“The work shall consist of furnishing all materials, equipment, and labor necessary to complete the project.”
This common note in bid advertisements bothers me because, really, how else is the damn job going to get done? By sorcery? Time travel involving conjuring pre-assembled materials that don’t exist from the future so the job gets done in the amount of time it takes to fire up the time machine, put the future order in and have the finished job delivered to the past?
If this note isn’t included in a bid ad, do the contractors assume they do not have to furnish all materials, equipment, and labor necessary complete the project? Also, the work doesn’t consist of furnishing all materials, equipment, and labor; the work consists of doing something with those items.

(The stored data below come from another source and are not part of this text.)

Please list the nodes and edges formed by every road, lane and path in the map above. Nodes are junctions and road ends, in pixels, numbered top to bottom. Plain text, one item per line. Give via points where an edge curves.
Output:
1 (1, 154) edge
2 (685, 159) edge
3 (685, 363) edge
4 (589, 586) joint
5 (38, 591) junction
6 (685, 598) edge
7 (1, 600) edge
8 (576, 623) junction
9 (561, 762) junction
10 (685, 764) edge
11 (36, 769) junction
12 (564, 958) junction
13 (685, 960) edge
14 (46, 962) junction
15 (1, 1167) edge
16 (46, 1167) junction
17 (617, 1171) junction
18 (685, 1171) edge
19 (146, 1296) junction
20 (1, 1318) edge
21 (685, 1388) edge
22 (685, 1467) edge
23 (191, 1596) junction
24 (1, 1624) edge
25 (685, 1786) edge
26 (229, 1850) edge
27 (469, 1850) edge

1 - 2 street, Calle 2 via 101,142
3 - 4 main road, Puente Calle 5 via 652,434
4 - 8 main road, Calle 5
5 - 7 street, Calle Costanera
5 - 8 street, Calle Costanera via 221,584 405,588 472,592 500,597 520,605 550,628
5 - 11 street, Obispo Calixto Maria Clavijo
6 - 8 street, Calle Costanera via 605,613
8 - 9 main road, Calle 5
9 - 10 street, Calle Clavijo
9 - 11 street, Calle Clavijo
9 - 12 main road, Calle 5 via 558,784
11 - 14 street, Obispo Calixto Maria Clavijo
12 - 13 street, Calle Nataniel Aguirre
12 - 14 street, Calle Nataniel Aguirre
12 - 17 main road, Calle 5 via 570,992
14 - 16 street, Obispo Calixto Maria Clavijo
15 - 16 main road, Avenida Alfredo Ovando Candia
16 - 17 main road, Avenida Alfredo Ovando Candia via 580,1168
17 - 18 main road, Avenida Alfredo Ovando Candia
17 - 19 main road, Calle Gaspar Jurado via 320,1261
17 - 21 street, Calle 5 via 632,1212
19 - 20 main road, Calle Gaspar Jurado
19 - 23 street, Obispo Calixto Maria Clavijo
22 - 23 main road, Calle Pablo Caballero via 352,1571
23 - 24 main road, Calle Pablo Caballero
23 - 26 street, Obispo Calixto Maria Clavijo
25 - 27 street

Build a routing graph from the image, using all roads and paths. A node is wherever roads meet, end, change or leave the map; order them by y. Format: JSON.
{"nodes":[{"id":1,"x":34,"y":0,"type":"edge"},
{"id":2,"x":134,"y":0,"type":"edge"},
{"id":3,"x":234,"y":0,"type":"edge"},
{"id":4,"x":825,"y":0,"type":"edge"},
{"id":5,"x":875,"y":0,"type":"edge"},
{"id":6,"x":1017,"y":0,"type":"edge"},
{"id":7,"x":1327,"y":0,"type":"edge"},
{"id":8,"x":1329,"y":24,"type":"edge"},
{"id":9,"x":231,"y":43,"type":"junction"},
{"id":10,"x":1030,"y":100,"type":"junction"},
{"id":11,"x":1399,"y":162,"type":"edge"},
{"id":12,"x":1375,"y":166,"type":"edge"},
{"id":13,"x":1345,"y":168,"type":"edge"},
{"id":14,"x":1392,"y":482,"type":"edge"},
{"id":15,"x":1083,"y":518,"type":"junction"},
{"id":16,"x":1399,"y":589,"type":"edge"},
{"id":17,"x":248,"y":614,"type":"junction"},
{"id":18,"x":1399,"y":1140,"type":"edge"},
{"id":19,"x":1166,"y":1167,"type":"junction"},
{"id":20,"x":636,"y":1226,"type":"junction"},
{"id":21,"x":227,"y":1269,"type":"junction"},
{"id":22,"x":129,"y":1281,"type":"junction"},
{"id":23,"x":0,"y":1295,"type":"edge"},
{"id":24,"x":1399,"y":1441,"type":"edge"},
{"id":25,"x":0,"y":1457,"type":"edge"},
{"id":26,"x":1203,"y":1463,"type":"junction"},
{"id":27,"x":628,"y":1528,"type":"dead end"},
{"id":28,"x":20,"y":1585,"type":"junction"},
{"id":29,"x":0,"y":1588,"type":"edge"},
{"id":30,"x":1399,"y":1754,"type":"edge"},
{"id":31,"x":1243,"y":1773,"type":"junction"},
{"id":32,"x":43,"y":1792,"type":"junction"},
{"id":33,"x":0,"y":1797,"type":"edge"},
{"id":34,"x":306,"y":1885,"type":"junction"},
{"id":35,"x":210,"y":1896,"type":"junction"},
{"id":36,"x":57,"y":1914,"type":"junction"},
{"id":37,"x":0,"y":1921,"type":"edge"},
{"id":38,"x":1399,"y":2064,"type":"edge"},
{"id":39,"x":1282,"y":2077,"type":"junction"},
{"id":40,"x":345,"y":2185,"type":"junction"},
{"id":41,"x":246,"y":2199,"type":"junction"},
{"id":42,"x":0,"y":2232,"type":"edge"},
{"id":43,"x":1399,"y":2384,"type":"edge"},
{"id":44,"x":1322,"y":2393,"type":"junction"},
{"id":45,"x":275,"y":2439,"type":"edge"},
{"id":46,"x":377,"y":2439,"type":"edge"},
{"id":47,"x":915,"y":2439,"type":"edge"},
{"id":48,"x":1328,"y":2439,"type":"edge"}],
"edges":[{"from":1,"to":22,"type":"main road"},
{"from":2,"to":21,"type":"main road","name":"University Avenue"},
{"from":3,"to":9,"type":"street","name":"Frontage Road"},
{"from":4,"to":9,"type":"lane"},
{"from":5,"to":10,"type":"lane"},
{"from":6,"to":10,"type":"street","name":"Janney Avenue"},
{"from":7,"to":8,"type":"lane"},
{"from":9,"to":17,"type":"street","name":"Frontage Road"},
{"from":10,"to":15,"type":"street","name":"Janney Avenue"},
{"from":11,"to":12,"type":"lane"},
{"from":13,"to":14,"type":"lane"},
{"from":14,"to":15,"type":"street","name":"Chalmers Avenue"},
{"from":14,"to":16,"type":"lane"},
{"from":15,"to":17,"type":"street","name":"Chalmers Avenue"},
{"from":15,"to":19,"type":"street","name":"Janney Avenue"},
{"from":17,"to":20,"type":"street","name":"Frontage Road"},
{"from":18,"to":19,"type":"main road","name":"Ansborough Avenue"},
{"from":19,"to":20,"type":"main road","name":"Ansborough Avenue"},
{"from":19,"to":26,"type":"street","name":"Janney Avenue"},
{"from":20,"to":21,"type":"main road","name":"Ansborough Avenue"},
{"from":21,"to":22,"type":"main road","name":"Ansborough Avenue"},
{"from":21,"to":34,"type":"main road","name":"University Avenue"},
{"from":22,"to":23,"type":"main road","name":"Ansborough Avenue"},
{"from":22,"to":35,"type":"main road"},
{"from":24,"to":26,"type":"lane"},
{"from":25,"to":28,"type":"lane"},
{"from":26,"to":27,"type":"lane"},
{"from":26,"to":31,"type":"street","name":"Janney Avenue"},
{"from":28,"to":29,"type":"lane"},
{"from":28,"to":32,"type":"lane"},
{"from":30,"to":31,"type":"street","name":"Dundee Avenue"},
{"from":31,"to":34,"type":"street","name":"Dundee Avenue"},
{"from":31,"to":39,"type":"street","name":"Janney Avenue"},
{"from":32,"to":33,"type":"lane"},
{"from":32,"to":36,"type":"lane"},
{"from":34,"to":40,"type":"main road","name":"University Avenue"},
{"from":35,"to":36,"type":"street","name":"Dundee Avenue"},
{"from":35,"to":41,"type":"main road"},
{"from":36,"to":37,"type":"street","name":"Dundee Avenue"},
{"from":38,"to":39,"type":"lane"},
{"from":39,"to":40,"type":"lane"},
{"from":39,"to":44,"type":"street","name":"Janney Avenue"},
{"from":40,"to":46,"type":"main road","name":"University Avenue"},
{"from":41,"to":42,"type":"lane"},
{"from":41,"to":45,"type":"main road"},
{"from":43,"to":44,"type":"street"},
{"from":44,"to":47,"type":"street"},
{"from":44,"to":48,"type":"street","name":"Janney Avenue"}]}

I love/hate to nitpick but that is where my training has lead me. But we are, in general, a very anti-education nation so I guess daft notes like the above are needed to ensure some schlemiel understands he/she needs to actually come up with labor, equipment and materials to do the work they are committed to doing by contract.
And redundant acronyms. Oi. For example: .pdf format — write it out and you get portable display format format. ATM machine comes out as automatic teller machine machine and PIN number comes in at personal identification number number. More examples are: SAT tests, CSS style sheets and, of course, RAP phrases — redundant acronym phrases phrases.
Also, what other state do .pdf files exist in other than an electronic state? The only way to get documents in electronic format is to download them. We see the phrase “… available in electronic, downloadable .pdf format …” quite a bit and I think, really? Someone actually assembled those words into a string without catching the multiple, jejune redundancies?
Jeff Moore is a data reporter at The Daily Reporter. Sorry, that was redundant.